Personally, I prefer most auto lanes to the bike lanes. I'm easily seen, I can
see others and I can make maneuvers without being wedged between parked cars
and moving traffic.

That said, I plan routes that avoid as much traffic as possible. I hate
getting stuck behind a cyclist when I'm driving, too.

------
orthecreedence
When I'm driving, I'm more than fine with cyclists who stop at stop signs, use
hand signals to show their intentions, don't swerve around wildly in and out
of my lane, etc. The conscientious ones will, if they have to go into your
lane (for instance if the bike lane is blocked), signal and merge, speed up as
fast as they can so as not to slow down traffic more than needed, then get out
of the lane as soon as they're done passing. I think this is more than fair if
you're sharing the road with cars.

However, a lot of cyclist _do_ do infuriating, selfish things.
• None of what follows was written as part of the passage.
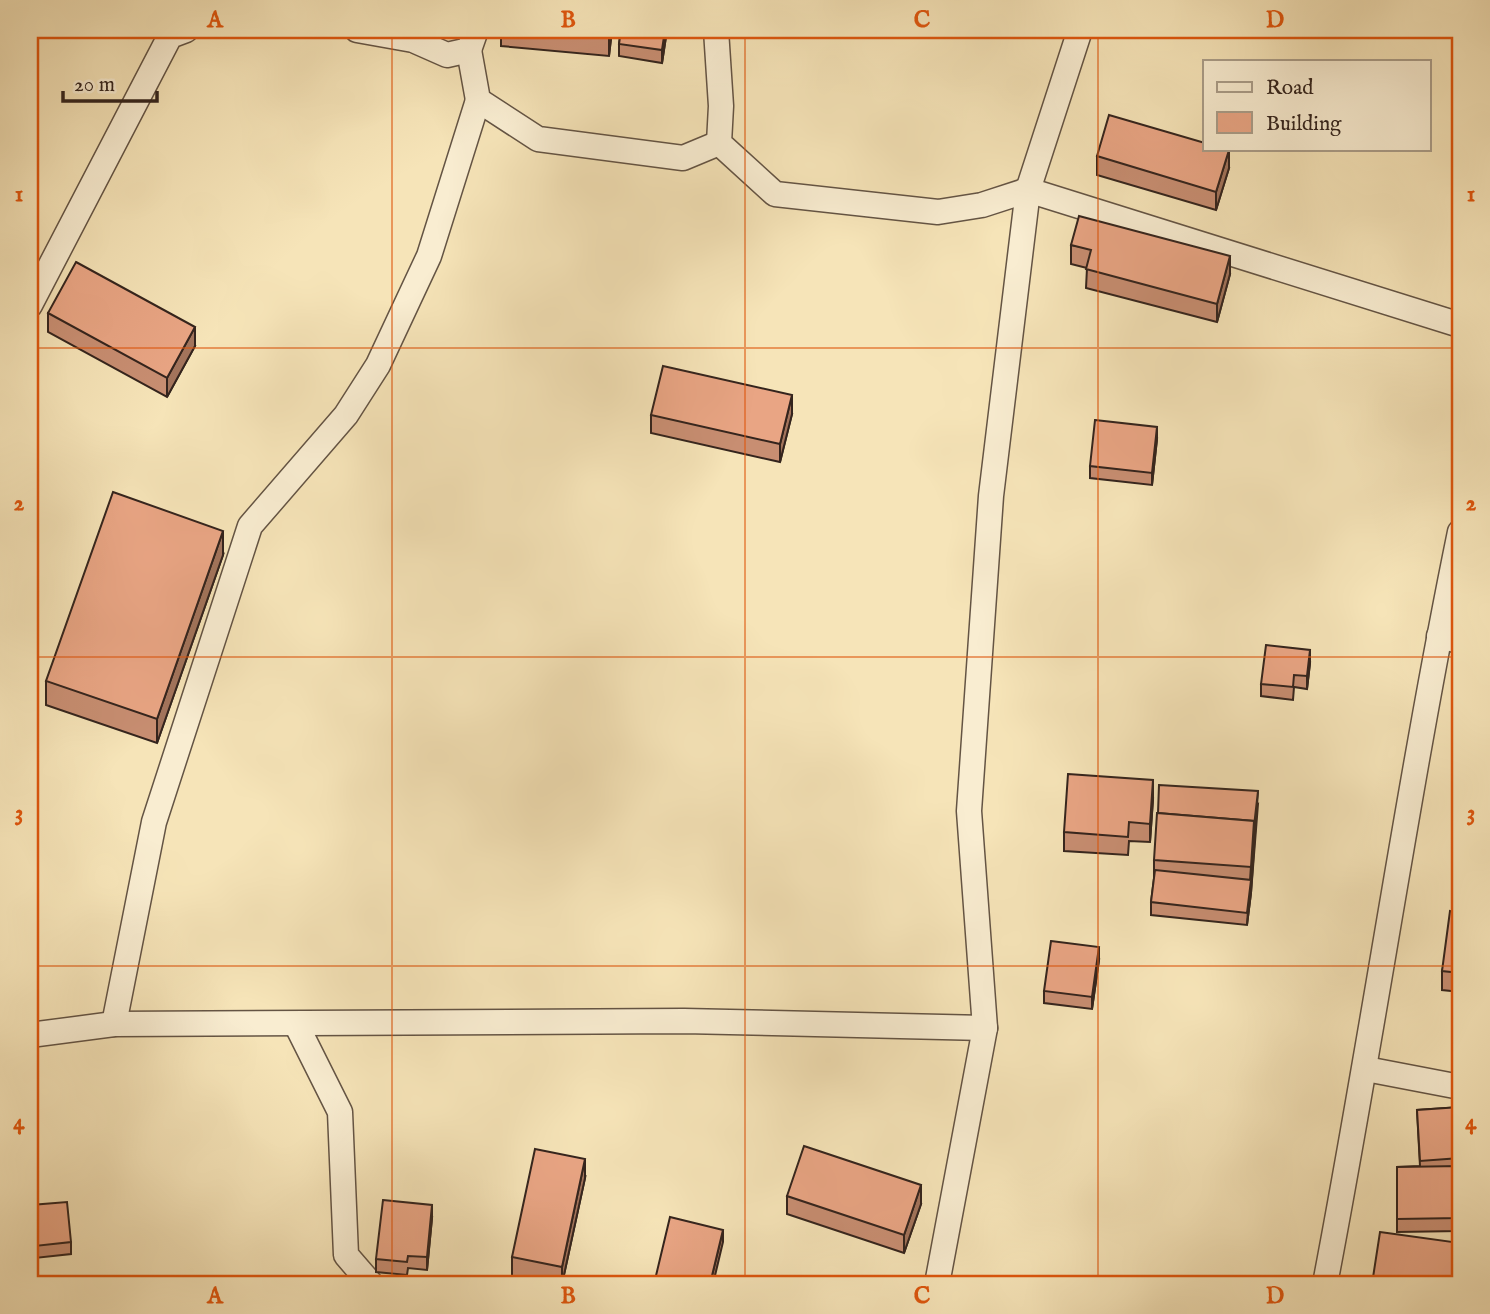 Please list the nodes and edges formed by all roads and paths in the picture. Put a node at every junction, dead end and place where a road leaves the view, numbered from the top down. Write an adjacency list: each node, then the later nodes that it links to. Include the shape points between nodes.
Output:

From what I've
generalized over time, they are either the inexperienced ones who don't really
think about what's going on around them, are too fearful of the others on the
road to make logical/informed decisions, or they are dipsticks on fixies who
break all the rules because it's just too hard to stop or because they are
just so hip the rules don't apply.

I don't think there's some deeper meaning behind it all, I think that some
cyclists are courteous and skillful when sharing the road, but many of them
don't really know what they're doing or think that the world owes them
something because what kind of asshole drives a car anyway?!?! It's the latter
ones that ruin it for everyone.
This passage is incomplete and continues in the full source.